Segment Start: PROVIDED ENTRIES

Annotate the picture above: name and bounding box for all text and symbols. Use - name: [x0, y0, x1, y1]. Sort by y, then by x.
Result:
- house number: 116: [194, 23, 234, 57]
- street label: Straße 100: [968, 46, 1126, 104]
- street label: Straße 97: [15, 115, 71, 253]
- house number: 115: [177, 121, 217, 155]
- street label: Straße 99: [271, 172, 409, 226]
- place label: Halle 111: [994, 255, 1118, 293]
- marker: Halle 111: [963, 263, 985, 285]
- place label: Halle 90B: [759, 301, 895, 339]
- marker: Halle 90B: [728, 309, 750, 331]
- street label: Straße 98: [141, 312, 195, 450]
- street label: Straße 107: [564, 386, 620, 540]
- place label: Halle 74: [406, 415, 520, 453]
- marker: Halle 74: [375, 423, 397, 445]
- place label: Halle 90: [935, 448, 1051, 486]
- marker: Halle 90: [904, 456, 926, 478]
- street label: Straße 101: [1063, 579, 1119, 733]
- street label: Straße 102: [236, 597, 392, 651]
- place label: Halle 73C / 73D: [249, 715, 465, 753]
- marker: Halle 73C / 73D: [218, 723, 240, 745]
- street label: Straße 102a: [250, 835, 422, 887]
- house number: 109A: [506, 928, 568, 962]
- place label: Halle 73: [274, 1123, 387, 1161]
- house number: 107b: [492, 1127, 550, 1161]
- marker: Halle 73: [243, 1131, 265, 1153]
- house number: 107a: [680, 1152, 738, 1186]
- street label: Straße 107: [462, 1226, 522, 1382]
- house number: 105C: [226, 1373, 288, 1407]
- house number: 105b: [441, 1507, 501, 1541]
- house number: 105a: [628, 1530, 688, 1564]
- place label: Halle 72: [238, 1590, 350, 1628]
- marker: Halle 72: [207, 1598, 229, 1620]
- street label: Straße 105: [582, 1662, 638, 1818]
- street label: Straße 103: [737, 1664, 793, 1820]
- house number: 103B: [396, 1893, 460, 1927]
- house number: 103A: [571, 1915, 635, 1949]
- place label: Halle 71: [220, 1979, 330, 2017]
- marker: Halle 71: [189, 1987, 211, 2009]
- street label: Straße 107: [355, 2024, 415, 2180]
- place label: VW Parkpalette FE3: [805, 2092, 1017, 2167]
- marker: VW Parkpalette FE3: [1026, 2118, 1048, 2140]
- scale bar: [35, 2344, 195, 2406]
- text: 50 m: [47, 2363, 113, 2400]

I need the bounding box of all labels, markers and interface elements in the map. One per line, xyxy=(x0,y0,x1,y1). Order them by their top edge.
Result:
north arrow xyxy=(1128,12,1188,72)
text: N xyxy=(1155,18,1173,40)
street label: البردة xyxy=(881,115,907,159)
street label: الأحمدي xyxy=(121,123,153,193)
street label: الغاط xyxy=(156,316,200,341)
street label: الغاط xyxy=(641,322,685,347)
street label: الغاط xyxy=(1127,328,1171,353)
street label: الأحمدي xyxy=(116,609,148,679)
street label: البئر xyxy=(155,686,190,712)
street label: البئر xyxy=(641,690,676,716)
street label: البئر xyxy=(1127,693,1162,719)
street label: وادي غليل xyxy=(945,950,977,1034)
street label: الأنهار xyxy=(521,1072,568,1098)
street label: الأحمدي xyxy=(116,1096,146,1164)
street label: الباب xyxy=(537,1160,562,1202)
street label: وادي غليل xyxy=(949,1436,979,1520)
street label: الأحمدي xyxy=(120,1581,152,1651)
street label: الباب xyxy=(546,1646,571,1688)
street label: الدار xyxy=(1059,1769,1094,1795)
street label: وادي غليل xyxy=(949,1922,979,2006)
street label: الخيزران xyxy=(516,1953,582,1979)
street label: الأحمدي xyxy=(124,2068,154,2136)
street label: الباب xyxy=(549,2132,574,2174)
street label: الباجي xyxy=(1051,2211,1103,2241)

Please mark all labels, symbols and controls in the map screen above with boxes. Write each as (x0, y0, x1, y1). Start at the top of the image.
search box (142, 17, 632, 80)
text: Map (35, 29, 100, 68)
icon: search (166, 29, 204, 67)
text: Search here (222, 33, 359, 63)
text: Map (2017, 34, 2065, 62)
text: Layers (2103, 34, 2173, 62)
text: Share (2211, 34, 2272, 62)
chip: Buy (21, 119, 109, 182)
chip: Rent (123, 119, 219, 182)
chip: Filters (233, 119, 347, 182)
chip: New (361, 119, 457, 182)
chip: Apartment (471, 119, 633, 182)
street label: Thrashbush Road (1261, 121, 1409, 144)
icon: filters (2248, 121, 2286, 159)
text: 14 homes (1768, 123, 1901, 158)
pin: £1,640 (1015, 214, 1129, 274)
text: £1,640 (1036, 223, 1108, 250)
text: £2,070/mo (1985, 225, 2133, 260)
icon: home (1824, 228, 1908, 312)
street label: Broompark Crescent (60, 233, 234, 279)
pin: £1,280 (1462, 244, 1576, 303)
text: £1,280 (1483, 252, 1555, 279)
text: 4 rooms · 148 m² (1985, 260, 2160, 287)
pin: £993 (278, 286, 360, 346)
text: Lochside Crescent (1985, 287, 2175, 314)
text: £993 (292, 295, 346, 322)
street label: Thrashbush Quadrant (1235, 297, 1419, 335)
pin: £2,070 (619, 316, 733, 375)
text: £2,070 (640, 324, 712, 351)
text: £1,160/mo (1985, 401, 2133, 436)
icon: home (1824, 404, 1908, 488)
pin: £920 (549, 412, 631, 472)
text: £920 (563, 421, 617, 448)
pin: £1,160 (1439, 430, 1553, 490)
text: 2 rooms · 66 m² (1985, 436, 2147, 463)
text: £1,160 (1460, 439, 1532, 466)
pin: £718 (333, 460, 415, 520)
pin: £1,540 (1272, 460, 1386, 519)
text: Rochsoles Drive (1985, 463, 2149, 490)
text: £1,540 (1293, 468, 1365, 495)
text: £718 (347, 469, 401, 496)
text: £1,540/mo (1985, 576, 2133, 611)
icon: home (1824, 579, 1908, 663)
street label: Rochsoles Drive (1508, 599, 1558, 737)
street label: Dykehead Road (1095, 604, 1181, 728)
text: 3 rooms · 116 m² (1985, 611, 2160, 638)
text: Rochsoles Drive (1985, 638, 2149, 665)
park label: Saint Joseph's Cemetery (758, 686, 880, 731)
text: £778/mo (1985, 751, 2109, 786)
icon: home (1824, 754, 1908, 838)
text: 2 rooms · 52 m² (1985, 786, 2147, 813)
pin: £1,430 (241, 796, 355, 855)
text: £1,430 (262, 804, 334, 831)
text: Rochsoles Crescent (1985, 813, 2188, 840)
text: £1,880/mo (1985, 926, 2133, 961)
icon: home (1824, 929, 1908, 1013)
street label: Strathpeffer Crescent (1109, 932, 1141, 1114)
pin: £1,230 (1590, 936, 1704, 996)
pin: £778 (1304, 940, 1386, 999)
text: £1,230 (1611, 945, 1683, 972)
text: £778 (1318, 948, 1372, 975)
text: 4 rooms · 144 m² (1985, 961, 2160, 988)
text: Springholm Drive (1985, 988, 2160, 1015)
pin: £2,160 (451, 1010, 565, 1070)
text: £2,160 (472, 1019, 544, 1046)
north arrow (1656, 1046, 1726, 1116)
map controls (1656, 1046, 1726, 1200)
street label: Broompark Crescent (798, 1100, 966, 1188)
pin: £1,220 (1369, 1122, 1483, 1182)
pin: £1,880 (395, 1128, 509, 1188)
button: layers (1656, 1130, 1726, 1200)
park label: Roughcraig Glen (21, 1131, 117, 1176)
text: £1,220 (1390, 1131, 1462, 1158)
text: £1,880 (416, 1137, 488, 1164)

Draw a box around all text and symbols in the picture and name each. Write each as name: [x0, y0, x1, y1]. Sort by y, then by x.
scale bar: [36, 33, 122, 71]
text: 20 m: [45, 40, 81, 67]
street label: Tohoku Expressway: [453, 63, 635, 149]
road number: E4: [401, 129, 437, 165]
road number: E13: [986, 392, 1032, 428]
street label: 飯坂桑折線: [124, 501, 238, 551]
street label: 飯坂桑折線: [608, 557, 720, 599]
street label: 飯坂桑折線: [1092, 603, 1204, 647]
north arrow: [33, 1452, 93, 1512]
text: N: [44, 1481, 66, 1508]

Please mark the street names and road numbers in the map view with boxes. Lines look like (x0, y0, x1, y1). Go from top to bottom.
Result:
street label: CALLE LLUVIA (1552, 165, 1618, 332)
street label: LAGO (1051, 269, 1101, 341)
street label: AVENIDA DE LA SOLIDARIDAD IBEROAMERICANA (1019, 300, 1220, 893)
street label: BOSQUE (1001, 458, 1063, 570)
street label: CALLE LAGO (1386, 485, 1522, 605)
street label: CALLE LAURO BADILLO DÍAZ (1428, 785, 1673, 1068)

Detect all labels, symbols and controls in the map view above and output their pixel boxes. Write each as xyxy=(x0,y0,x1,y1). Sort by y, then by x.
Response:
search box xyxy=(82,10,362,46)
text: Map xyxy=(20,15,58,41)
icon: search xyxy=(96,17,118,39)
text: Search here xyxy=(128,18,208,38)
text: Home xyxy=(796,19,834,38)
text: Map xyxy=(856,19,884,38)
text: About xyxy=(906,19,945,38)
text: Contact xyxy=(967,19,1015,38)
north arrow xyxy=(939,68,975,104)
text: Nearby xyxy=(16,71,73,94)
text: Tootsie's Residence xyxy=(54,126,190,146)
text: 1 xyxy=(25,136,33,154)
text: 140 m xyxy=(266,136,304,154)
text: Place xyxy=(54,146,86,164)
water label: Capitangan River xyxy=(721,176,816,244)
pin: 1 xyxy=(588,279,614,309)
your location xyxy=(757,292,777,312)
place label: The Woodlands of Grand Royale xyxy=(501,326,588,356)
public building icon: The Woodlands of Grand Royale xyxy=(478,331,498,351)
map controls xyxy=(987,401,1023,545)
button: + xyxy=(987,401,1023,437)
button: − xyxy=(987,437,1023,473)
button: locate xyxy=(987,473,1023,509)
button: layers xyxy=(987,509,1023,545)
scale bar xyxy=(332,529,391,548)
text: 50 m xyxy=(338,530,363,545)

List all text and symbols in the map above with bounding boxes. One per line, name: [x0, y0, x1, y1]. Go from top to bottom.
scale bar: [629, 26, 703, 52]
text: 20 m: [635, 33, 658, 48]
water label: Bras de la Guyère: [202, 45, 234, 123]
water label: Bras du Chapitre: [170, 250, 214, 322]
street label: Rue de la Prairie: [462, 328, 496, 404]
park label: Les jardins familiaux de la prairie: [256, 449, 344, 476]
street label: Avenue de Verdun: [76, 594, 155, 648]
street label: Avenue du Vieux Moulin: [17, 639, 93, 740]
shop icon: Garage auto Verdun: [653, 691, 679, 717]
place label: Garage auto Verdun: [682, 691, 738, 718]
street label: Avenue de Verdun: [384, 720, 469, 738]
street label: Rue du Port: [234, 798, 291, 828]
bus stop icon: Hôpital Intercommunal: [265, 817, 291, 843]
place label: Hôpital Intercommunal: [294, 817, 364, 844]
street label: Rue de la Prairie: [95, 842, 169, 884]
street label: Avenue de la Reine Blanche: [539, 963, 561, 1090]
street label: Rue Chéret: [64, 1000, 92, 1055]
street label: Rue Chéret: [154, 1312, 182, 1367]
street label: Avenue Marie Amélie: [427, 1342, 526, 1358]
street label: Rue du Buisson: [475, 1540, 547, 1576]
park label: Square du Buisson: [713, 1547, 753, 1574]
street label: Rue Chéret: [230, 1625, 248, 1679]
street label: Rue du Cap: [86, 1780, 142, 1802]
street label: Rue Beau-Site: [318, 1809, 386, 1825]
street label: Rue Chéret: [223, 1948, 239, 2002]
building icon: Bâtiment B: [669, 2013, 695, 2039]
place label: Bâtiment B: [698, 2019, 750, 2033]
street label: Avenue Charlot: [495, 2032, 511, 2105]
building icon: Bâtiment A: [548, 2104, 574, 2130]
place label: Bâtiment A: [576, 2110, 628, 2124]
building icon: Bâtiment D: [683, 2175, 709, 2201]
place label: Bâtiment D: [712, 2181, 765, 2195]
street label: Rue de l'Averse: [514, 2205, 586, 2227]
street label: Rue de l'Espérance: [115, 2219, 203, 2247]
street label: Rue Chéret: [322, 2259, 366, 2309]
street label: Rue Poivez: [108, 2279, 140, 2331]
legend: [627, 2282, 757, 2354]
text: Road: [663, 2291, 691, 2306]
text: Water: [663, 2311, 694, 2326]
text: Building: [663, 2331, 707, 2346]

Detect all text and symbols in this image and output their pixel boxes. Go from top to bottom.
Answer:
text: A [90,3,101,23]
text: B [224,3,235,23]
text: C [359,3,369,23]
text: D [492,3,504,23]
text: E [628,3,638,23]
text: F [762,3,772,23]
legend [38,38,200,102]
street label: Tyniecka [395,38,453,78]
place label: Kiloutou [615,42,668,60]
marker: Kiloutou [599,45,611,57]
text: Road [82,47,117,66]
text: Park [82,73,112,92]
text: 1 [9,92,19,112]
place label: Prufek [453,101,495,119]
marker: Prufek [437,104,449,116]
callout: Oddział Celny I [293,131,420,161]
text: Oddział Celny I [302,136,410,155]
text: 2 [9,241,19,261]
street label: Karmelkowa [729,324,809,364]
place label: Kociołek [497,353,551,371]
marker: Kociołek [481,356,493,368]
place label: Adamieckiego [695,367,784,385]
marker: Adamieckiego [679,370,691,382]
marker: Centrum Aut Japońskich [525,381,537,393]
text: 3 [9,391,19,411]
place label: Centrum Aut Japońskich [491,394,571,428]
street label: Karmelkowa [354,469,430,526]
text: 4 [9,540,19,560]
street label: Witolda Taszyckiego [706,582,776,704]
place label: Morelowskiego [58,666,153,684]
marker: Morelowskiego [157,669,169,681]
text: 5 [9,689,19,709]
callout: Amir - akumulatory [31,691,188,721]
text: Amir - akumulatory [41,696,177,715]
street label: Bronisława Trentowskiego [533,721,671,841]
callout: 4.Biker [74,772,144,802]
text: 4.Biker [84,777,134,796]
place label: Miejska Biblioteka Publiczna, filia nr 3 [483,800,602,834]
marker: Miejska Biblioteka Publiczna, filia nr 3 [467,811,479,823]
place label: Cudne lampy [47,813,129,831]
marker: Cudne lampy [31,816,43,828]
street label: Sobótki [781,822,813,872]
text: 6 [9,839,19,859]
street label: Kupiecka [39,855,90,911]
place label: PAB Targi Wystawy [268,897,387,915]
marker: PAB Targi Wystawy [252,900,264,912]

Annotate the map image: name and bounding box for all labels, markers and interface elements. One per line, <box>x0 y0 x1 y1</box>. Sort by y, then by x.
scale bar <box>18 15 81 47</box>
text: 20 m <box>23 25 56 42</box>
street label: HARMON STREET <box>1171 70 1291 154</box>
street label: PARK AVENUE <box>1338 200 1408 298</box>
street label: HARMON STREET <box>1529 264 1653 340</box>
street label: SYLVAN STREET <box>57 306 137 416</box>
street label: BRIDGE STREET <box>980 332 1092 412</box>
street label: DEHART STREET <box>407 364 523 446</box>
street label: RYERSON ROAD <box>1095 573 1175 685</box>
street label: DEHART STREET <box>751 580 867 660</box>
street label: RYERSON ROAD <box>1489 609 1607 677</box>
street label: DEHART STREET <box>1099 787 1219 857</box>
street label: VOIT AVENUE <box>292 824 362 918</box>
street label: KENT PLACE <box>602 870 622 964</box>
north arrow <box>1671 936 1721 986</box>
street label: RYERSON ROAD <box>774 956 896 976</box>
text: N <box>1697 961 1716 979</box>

Segment End: PROVIDED ENTRIES

*THE PROBLEM*. A single number is expected: the count of lines in the entries that carry the string "Kiloutou".

*THE ANSWER*. 2